▶ Exercise requirements
Print the data exactly. Omit the pictures.

▶ Data section
-- -- --
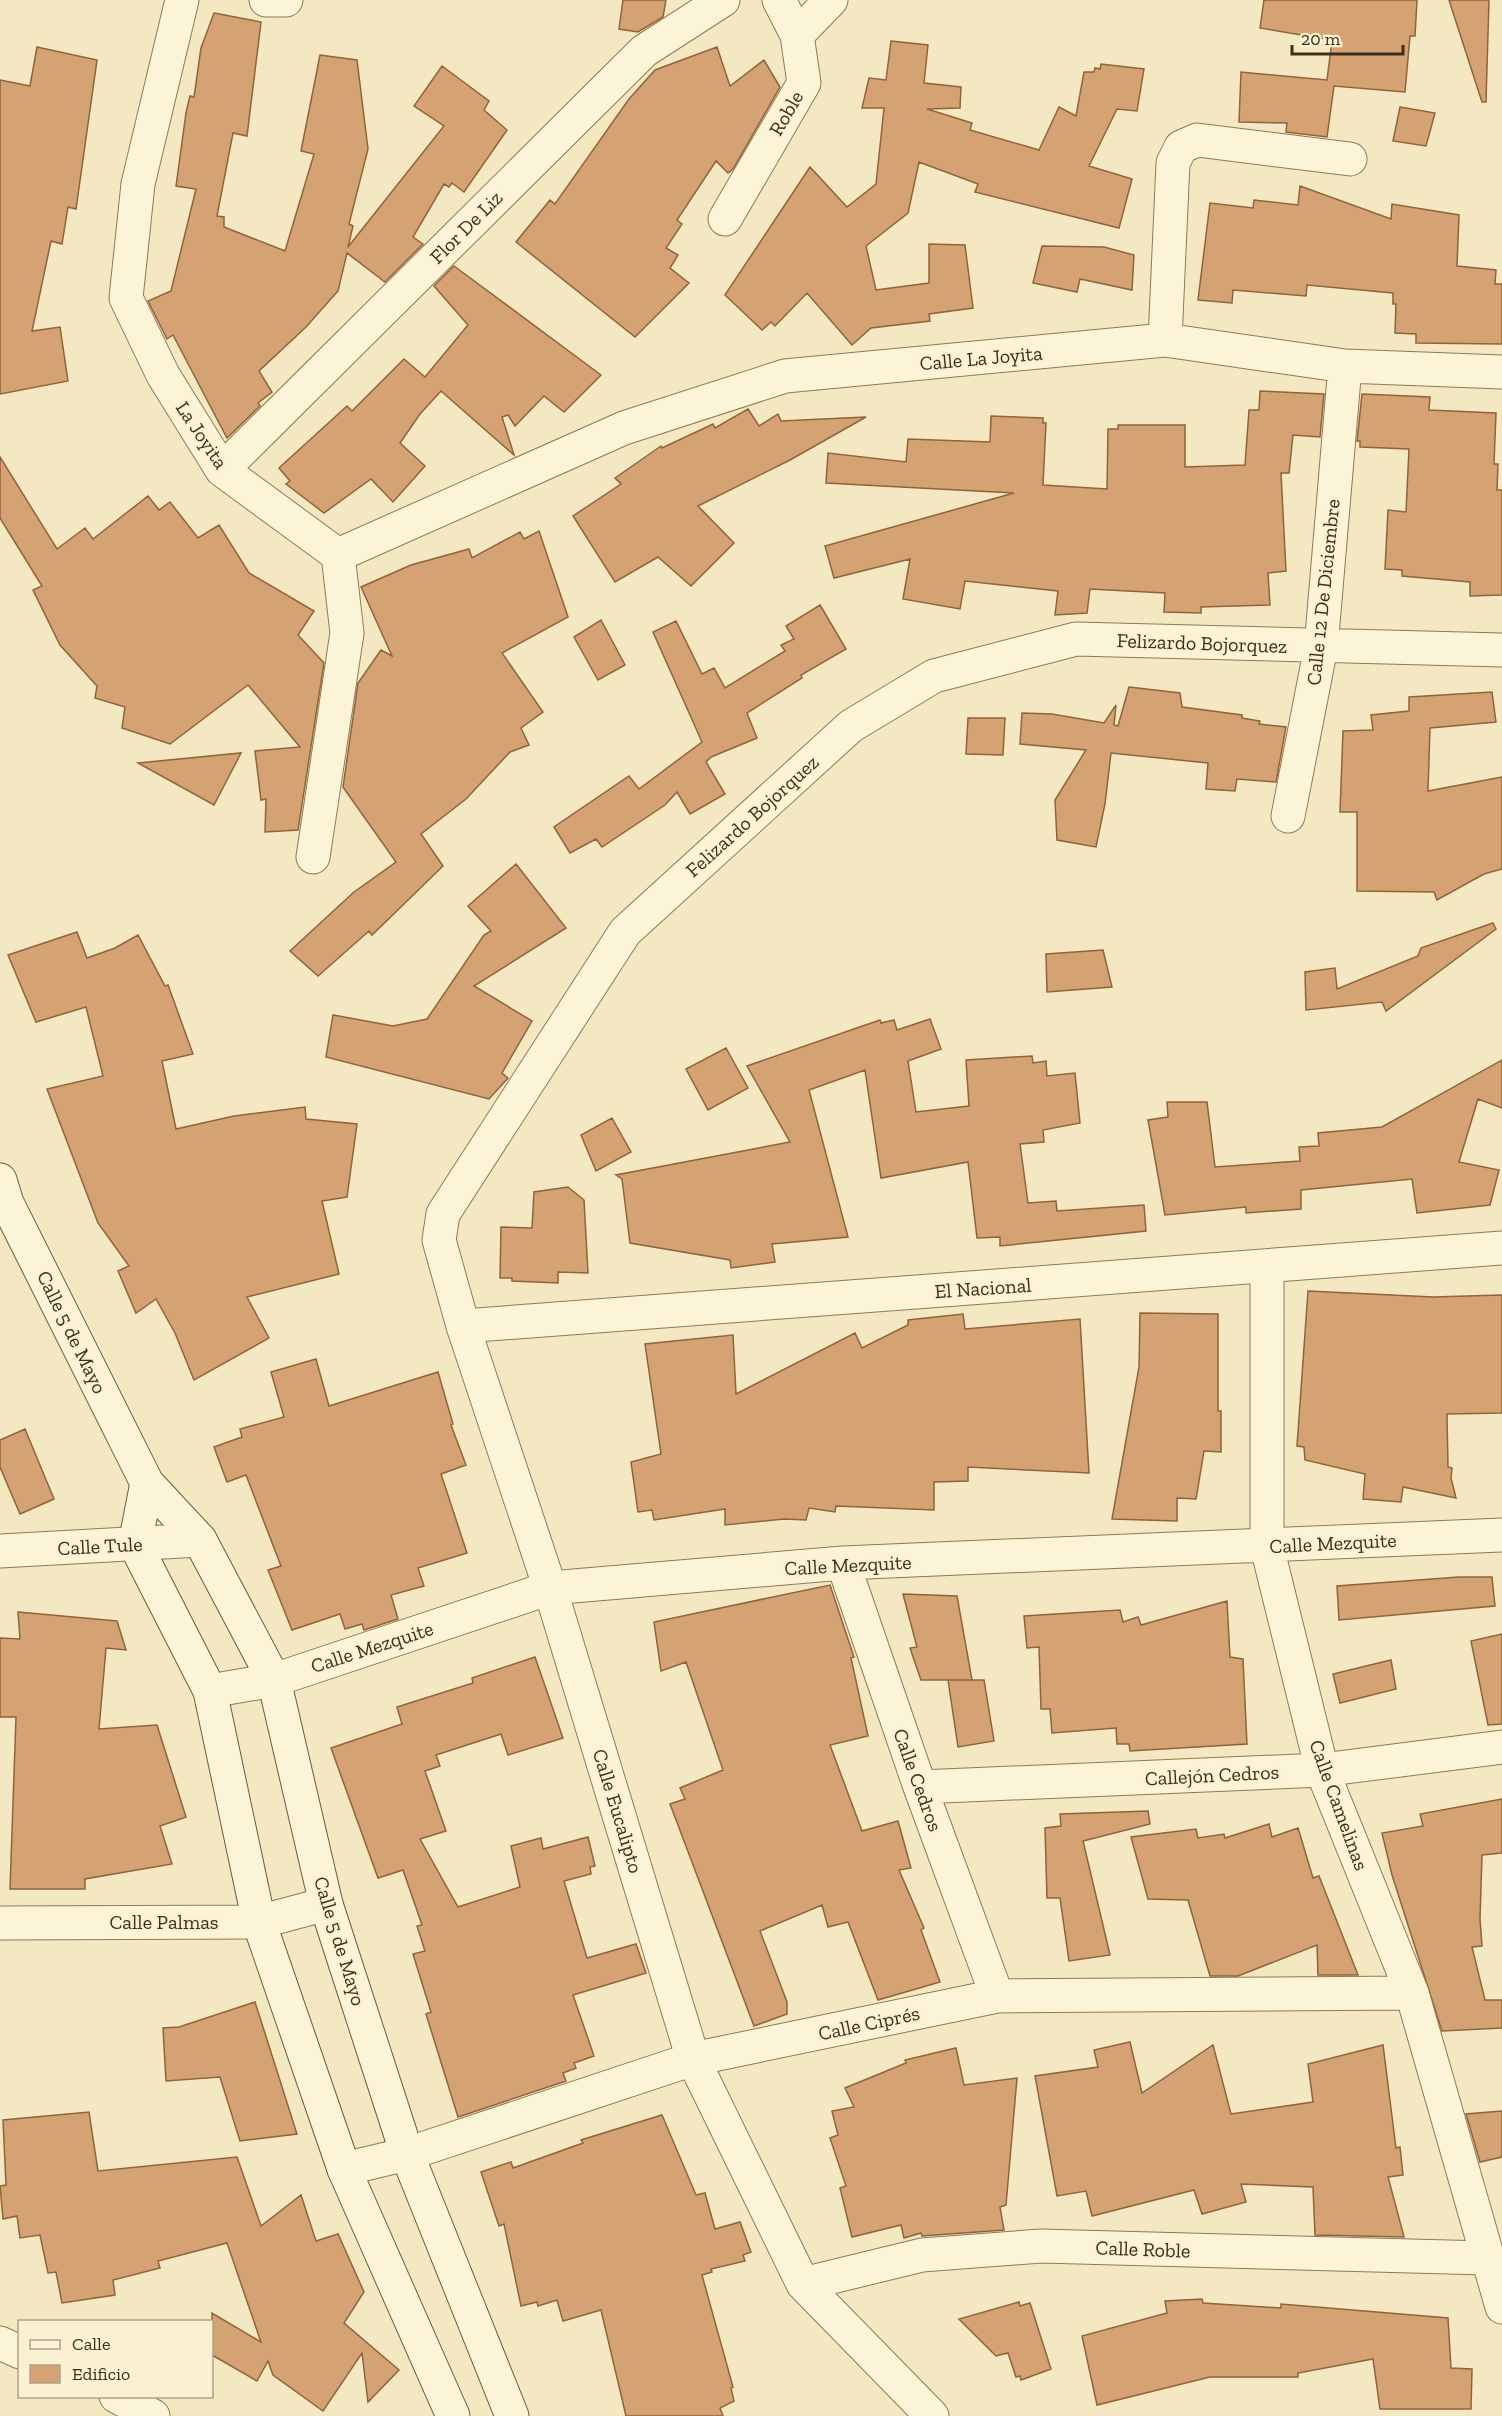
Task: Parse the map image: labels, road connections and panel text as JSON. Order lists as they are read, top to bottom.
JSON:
{
  "streets": {
    "street": [
      "Roble",
      "Flor De Liz",
      "Calle La Joyita",
      "La Joyita",
      "Calle 12 De Diciembre",
      "Felizardo Bojorquez",
      "El Nacional",
      "Calle 5 de Mayo",
      "Calle Mezquite",
      "Calle Tule",
      "Callejón Cedros",
      "Calle Cedros",
      "Calle Camelinas",
      "Calle Eucalipto",
      "Calle Palmas",
      "Calle Ciprés",
      "Calle Roble"
    ]
  },
  "crossings": [
    ["Flor De Liz", "La Joyita"],
    ["Calle La Joyita", "La Joyita"],
    ["Calle La Joyita", "Calle 12 De Diciembre"],
    ["Calle 12 De Diciembre", "Felizardo Bojorquez"],
    ["Felizardo Bojorquez", "El Nacional"],
    ["Felizardo Bojorquez", "Calle Eucalipto"],
    ["El Nacional", "Calle Camelinas"],
    ["El Nacional", "Calle Eucalipto"],
    ["Calle 5 de Mayo", "Calle Mezquite"],
    ["Calle 5 de Mayo", "Calle Tule"],
    ["Calle 5 de Mayo", "Calle Palmas"],
    ["Calle 5 de Mayo", "Calle Ciprés"],
    ["Calle Mezquite", "Calle Cedros"],
    ["Calle Mezquite", "Calle Camelinas"],
    ["Calle Mezquite", "Calle Eucalipto"],
    ["Callejón Cedros", "Calle Cedros"],
    ["Callejón Cedros", "Calle Camelinas"],
    ["Calle Cedros", "Calle Ciprés"],
    ["Calle Camelinas", "Calle Ciprés"],
    ["Calle Camelinas", "Calle Roble"],
    ["Calle Eucalipto", "Calle Ciprés"],
    ["Calle Eucalipto", "Calle Roble"]
  ],
  "legend": ["Calle", "Edificio"],
  "scale_bar": "20 m"
}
-- -- --
▶ Task answer
Task: Parse the map image: labels, road connections and panel text as JSON. Order lists as they are read, top to bottom.
JSON:
{
  "streets": {
    "street": [
      "Roble",
      "Flor De Liz",
      "Calle La Joyita",
      "La Joyita",
      "Calle 12 De Diciembre",
      "Felizardo Bojorquez",
      "El Nacional",
      "Calle 5 de Mayo",
      "Calle Mezquite",
      "Calle Tule",
      "Callejón Cedros",
      "Calle Cedros",
      "Calle Camelinas",
      "Calle Eucalipto",
      "Calle Palmas",
      "Calle Ciprés",
      "Calle Roble"
    ]
  },
  "crossings": [
    ["Flor De Liz", "La Joyita"],
    ["Calle La Joyita", "La Joyita"],
    ["Calle La Joyita", "Calle 12 De Diciembre"],
    ["Calle 12 De Diciembre", "Felizardo Bojorquez"],
    ["Felizardo Bojorquez", "El Nacional"],
    ["Felizardo Bojorquez", "Calle Eucalipto"],
    ["El Nacional", "Calle Camelinas"],
    ["El Nacional", "Calle Eucalipto"],
    ["Calle 5 de Mayo", "Calle Mezquite"],
    ["Calle 5 de Mayo", "Calle Tule"],
    ["Calle 5 de Mayo", "Calle Palmas"],
    ["Calle 5 de Mayo", "Calle Ciprés"],
    ["Calle Mezquite", "Calle Cedros"],
    ["Calle Mezquite", "Calle Camelinas"],
    ["Calle Mezquite", "Calle Eucalipto"],
    ["Callejón Cedros", "Calle Cedros"],
    ["Callejón Cedros", "Calle Camelinas"],
    ["Calle Cedros", "Calle Ciprés"],
    ["Calle Camelinas", "Calle Ciprés"],
    ["Calle Camelinas", "Calle Roble"],
    ["Calle Eucalipto", "Calle Ciprés"],
    ["Calle Eucalipto", "Calle Roble"]
  ],
  "legend": ["Calle", "Edificio"],
  "scale_bar": "20 m"
}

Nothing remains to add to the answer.